The bike was on concrete paved roads mainly in the subdivision with a loop on city streets. The course was coned off for one lane, but still open to traffic. To date, there had been no issues with cars and racers. It was well managed with volunteers at every turn and road entrance to keep athletes safe and car drivers aware. Some areas of the road were in need of crack repair, but that’s as much dirt as you could dig up on the down side.
The run was an out and back with a loop. The first half mile was straight uphill and tested racers to see if they saved anything for the run after a fast 11 mile bike ride. There was an aid station strategically placed at the end of the loop to catch athletes 6 times on a 5k run course. Lack of hydration should not have been an issue. There were some cars coming in and out of private drives, however, everyone was respectful and stayed safe.
Race Swag and Post Race Vibe : A
You’ve sprinted your way through 14.5 miles and what do you want at the finish line? How about a quality medal, chocolate milk, bananas and more? Racers had plenty of options for food, refreshment and post race massage. There was an excellent tent set up with tables for athletes to congregate afterwards and port-a-potties a plenty for 400 athletes and their spectators. You would be hard pressed to complain about the accomodations post race, unless you wanted beer. There was a no beer atmosphere, but that might have been dictated by the venue more than the race organizers.
Racers also received an excellent pullover light jacket at packet pickup along with a few other sample items. Organizers also hosted an online raffle for a Garmin 920XT and silent auctions for many other items. It appeared that the silent auction probably did not garner as much attention as they had hoped, but those that won were more than happy to receive their items.
Overall : A
Registration was set at $75 and the pullover jacket was worth it alone. They take care of pretty much every detail of race day and all the athletes need to do is train, bring their gear and show up. Well, they also need to swim, bike and run, but Cedar Creek organizers made it a less difficult proposition.

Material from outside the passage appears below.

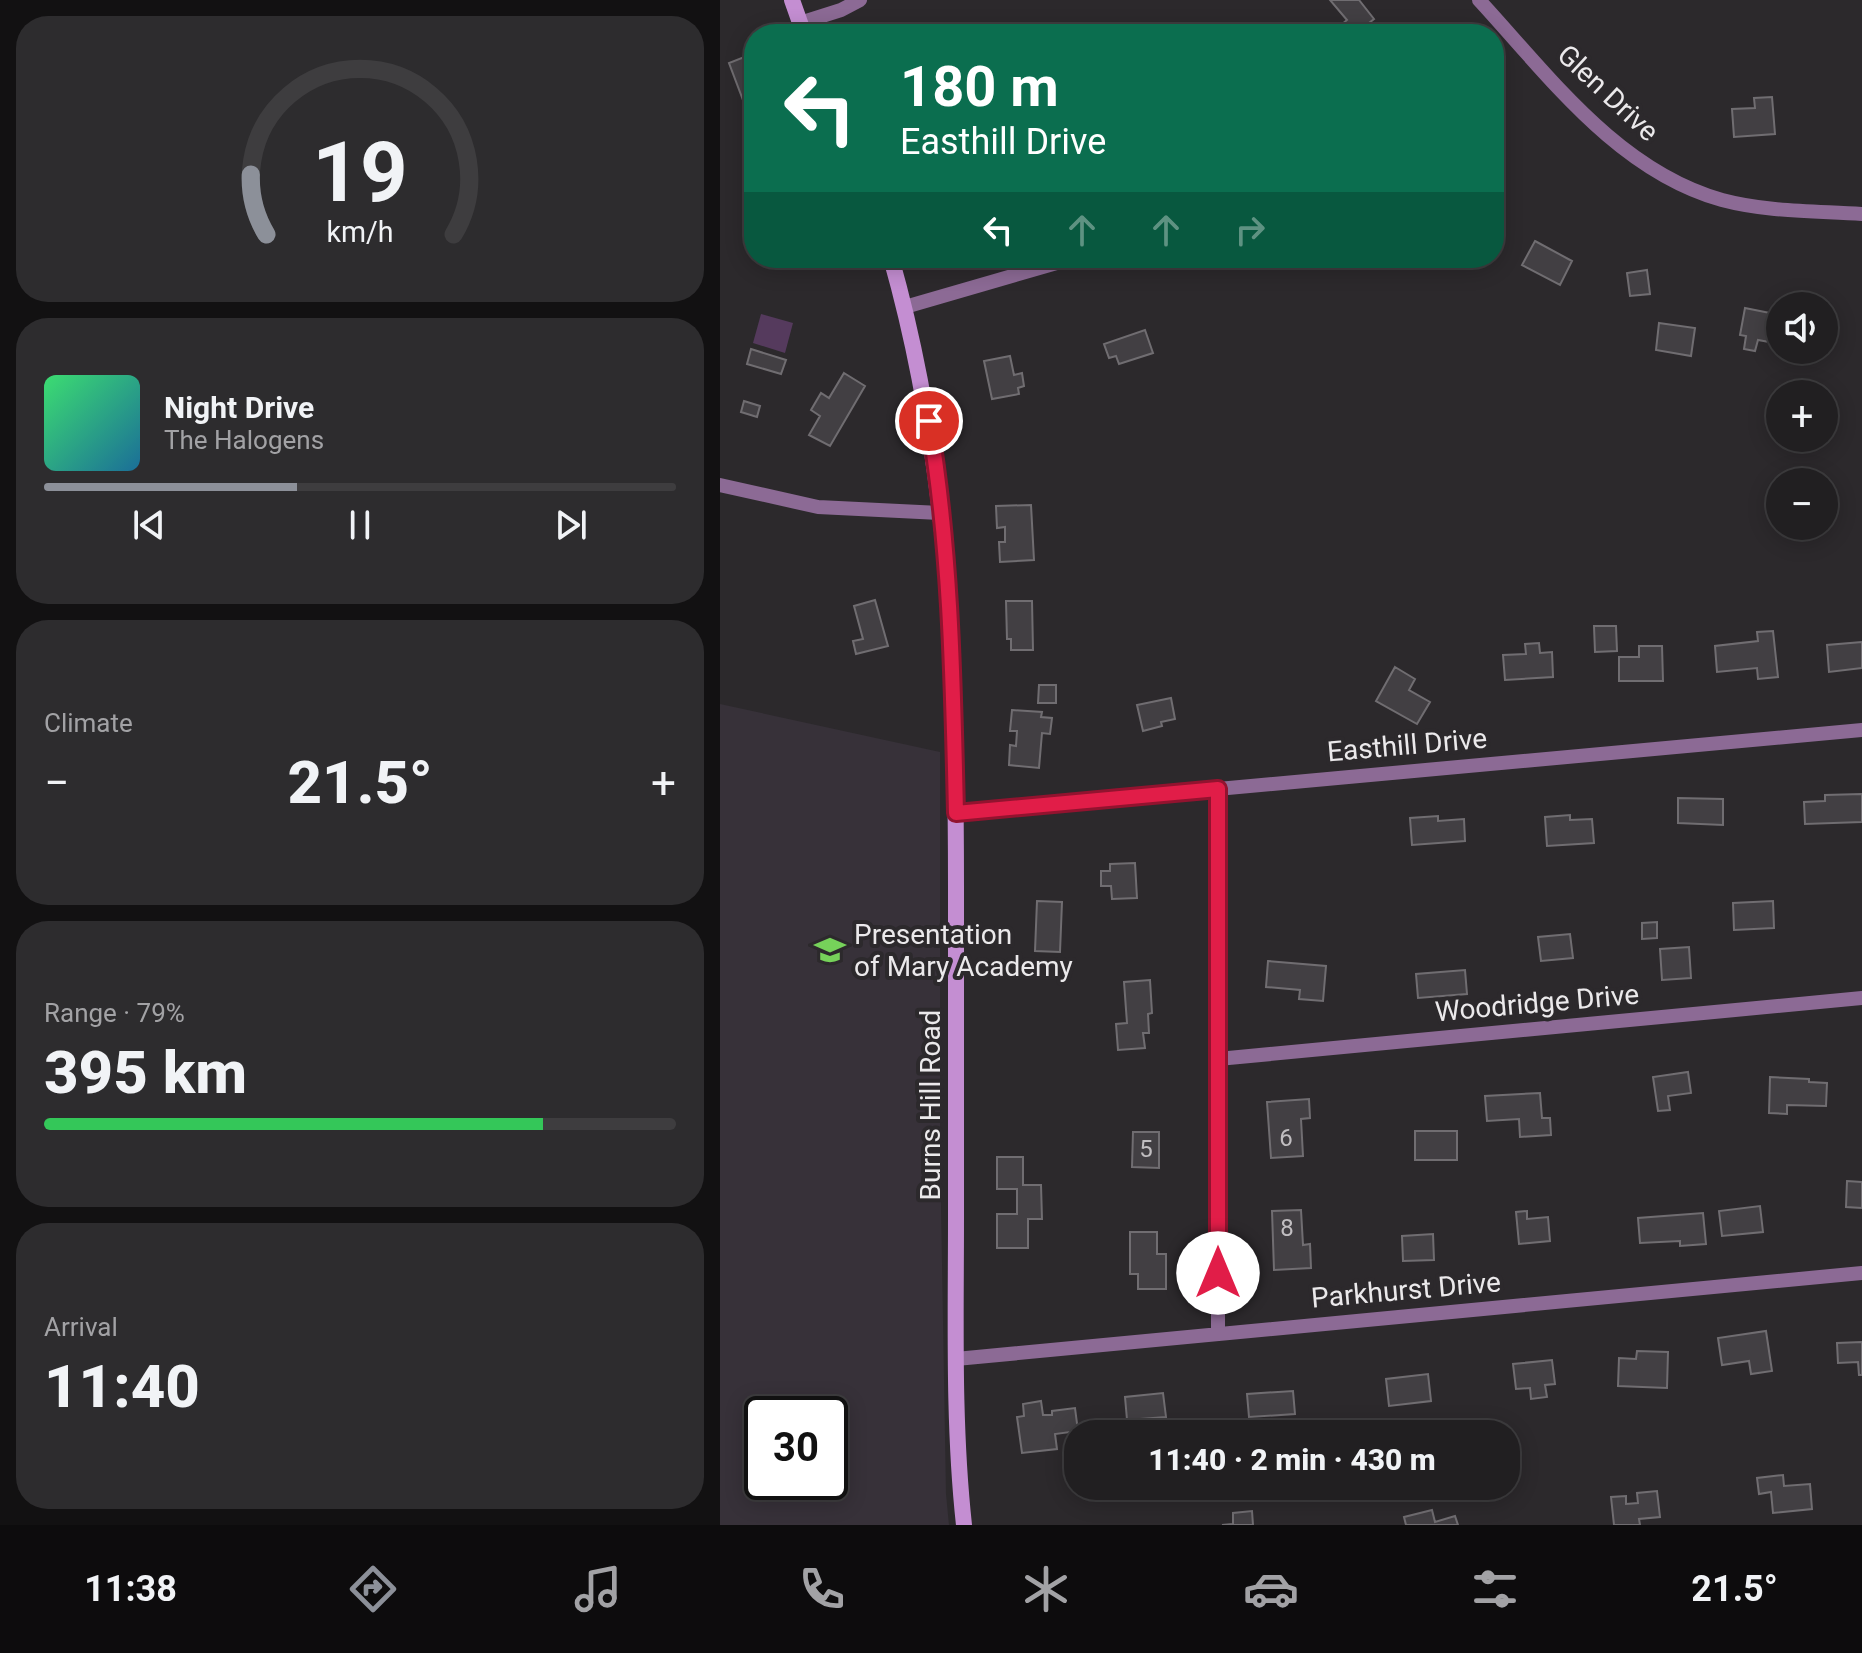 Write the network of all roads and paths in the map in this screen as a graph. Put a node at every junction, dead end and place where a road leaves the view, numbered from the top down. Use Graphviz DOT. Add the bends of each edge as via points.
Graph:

There were a few very minor details lacking here and there, but total sum compared to the event as a whole, it’s a very small percentage of the experience. The volunteers were excellent and that’s a pure reflection on leadership of the event.
They built a strong connection and engagement to the athletes via social media and that in turn resulted in a smooth and painless race experience, unless you got ran into by a deer. Cedar Creek Triathlon and Duathlon is a great short course race to add to your calendar if you’re local to the Kansas City area.